*** TASK INPUT ***

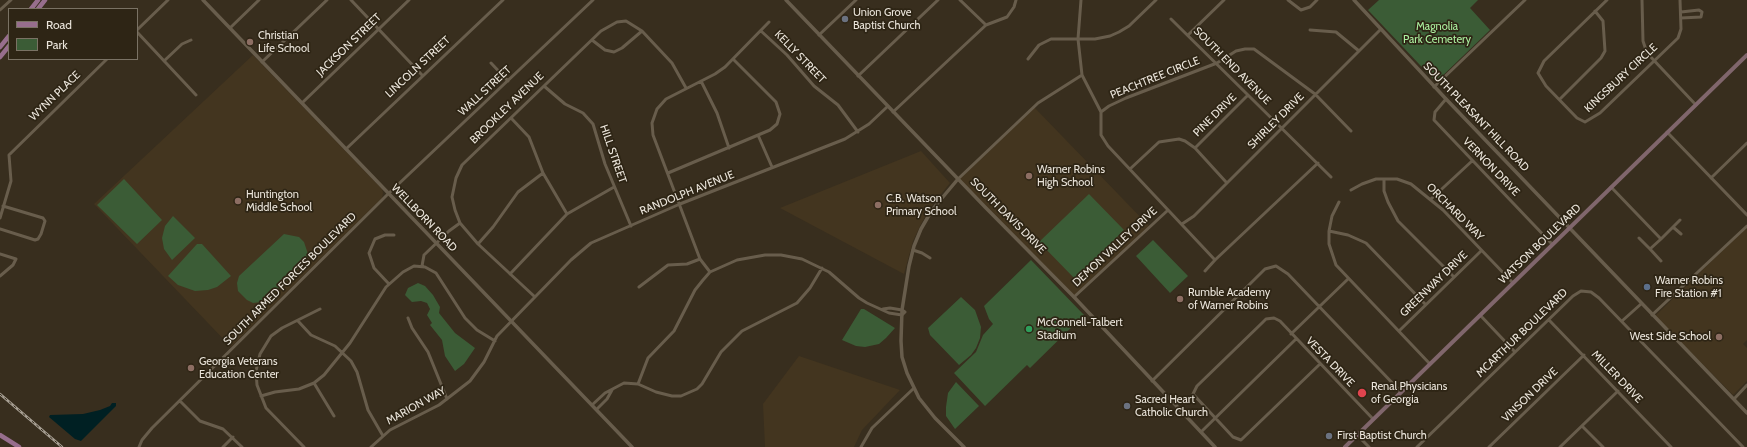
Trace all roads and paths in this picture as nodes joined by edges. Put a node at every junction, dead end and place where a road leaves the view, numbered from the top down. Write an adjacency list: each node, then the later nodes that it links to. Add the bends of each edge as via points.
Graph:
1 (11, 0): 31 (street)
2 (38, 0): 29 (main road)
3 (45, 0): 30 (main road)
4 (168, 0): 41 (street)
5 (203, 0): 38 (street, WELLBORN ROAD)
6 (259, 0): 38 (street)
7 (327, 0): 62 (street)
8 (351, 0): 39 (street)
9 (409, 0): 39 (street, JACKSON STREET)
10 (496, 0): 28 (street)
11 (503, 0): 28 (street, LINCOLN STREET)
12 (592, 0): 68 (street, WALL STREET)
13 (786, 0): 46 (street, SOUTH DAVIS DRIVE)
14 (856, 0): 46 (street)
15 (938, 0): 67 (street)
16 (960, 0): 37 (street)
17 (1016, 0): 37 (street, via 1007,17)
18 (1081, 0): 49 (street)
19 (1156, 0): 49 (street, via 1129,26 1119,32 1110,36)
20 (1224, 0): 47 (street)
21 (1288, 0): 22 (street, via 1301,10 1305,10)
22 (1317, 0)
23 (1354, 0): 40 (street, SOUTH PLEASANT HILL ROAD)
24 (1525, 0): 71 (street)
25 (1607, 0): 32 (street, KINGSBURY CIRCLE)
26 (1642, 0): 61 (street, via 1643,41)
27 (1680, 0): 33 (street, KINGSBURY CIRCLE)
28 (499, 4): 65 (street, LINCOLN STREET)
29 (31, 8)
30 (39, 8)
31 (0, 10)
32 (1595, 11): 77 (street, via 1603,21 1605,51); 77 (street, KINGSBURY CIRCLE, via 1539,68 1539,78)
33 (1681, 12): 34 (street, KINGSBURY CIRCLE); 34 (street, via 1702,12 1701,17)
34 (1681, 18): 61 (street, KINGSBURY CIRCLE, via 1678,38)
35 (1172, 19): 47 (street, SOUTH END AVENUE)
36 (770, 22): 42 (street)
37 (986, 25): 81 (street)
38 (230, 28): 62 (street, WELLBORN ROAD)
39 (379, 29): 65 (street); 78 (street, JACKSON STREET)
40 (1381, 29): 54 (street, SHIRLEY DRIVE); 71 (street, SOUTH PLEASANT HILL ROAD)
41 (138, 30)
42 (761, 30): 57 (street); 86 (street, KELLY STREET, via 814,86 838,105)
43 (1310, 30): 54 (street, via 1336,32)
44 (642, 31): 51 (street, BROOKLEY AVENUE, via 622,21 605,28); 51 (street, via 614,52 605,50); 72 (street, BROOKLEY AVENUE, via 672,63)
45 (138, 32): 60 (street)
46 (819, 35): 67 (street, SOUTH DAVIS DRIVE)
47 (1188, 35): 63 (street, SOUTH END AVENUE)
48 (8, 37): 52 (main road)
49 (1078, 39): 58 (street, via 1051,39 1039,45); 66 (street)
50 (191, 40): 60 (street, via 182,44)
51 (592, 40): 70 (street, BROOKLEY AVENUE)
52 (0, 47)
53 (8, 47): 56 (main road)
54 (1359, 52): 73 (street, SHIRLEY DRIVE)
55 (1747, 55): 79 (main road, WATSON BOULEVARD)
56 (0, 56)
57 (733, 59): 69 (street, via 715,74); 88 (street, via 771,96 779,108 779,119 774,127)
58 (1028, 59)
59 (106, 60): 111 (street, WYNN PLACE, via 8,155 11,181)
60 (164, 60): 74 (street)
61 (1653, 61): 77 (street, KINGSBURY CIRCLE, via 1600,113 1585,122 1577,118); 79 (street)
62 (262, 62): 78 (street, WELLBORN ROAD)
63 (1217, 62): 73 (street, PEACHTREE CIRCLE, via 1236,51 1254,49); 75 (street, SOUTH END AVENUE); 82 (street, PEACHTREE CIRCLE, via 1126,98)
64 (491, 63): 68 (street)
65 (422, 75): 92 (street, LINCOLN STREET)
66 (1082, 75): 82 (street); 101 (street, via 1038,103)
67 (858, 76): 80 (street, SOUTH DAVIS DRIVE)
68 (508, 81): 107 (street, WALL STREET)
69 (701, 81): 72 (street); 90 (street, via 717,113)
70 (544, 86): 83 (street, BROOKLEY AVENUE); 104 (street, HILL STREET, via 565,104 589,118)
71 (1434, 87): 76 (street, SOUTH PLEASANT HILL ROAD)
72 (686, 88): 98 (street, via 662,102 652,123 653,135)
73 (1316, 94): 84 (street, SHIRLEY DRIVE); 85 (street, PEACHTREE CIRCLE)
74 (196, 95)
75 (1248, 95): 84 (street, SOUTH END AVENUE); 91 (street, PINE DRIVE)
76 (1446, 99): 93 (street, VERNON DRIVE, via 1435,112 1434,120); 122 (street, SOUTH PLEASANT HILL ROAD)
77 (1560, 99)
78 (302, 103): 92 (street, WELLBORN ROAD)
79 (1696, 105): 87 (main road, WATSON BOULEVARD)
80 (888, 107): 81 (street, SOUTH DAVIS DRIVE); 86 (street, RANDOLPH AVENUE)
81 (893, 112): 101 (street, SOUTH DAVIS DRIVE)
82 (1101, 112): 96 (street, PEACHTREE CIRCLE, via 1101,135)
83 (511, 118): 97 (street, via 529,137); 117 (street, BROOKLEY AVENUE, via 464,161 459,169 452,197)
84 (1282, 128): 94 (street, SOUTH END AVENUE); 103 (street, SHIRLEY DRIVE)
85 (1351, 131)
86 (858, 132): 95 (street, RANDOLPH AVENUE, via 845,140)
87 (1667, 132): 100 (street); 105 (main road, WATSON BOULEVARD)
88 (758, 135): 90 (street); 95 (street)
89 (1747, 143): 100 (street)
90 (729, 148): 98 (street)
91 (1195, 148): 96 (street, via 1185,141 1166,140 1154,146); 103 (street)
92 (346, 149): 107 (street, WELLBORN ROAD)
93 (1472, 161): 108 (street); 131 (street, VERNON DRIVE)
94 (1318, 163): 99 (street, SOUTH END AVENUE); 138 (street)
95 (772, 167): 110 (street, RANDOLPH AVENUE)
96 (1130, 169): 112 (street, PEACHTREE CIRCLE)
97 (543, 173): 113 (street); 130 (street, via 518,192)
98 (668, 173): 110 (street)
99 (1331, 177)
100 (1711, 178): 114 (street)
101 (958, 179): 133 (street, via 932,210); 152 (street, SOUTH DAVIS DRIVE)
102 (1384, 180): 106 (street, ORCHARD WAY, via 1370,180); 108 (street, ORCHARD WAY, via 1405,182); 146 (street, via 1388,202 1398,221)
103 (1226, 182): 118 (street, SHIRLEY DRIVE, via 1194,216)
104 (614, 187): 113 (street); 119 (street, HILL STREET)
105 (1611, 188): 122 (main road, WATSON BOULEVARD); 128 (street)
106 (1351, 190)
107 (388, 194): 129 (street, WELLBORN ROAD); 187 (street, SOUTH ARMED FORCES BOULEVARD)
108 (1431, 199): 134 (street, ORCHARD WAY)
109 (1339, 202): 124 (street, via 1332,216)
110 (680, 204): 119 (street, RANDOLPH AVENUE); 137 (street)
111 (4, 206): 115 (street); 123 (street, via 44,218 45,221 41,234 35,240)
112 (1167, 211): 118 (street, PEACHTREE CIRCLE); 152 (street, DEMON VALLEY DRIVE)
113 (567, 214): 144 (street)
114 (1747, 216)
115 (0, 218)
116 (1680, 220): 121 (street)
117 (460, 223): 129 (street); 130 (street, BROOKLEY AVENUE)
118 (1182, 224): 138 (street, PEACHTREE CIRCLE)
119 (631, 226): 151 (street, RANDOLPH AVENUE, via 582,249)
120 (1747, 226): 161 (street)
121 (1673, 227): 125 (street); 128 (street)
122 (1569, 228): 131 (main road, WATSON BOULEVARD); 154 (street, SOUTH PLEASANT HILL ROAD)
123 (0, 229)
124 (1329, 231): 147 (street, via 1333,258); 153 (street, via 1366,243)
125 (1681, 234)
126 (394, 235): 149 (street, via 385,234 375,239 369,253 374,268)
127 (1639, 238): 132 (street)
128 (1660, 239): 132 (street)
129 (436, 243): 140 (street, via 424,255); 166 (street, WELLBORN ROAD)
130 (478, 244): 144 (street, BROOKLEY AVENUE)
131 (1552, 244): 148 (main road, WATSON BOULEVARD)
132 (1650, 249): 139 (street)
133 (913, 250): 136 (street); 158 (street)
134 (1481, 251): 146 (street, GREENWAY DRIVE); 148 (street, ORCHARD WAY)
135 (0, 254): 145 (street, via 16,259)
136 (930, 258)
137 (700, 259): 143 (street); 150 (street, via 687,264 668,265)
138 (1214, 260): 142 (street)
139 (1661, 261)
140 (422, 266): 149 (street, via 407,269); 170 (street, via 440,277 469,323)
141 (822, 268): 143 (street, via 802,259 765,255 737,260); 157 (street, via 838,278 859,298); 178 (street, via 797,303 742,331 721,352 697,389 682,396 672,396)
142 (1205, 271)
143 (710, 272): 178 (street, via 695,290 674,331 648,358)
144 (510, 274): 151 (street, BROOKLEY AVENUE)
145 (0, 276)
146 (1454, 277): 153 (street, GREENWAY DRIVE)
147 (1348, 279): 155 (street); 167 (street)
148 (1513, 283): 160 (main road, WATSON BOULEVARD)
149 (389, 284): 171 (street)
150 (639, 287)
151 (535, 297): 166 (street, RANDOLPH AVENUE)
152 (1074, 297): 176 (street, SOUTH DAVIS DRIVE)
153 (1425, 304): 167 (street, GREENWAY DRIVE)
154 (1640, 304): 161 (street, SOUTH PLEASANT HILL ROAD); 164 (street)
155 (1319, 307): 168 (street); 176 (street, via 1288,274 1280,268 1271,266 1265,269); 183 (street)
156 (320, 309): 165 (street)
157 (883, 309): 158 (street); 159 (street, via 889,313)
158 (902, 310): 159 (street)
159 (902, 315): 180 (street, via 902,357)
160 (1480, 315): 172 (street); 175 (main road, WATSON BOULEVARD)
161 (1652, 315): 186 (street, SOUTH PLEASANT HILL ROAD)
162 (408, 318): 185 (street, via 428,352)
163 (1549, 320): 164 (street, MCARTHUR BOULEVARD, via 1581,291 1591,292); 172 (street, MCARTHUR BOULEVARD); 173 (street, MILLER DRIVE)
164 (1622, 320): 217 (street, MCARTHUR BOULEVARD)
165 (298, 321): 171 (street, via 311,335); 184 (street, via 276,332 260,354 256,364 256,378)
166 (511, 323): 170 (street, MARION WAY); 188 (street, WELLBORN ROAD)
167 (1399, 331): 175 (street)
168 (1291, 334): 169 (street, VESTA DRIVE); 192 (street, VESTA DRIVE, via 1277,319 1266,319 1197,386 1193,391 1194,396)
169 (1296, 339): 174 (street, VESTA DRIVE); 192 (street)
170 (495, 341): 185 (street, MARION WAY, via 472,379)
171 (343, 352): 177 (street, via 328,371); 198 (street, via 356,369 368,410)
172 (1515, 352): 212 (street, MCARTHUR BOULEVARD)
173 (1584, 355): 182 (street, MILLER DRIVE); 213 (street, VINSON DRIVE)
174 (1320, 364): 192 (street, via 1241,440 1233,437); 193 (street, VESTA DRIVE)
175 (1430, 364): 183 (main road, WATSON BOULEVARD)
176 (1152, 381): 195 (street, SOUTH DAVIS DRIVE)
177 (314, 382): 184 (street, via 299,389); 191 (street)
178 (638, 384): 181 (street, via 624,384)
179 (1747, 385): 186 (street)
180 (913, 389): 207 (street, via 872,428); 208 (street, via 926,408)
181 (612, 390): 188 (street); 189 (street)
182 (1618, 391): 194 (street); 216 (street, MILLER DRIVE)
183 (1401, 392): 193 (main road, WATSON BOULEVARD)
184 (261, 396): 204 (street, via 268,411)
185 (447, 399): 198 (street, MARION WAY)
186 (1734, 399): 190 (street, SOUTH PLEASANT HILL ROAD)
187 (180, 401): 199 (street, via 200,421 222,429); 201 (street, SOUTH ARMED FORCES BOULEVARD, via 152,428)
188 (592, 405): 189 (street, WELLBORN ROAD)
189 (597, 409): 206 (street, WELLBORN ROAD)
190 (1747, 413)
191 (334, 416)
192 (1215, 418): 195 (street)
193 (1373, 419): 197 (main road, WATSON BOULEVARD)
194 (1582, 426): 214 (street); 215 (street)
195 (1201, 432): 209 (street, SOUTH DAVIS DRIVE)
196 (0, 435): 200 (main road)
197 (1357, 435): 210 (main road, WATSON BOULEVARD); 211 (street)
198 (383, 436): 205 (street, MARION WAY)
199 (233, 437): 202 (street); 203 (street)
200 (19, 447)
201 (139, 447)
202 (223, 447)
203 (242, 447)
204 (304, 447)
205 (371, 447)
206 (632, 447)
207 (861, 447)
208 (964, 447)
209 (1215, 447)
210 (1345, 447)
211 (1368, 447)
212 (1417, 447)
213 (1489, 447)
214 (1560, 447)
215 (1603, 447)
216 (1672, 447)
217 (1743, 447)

*** End of TASK INPUT ***

[DESCRIPTION OF THE TASK]: Return only the number of lines in the data above that hold the word "MCARTHUR".

[EXERCISE SOLUTION]: 3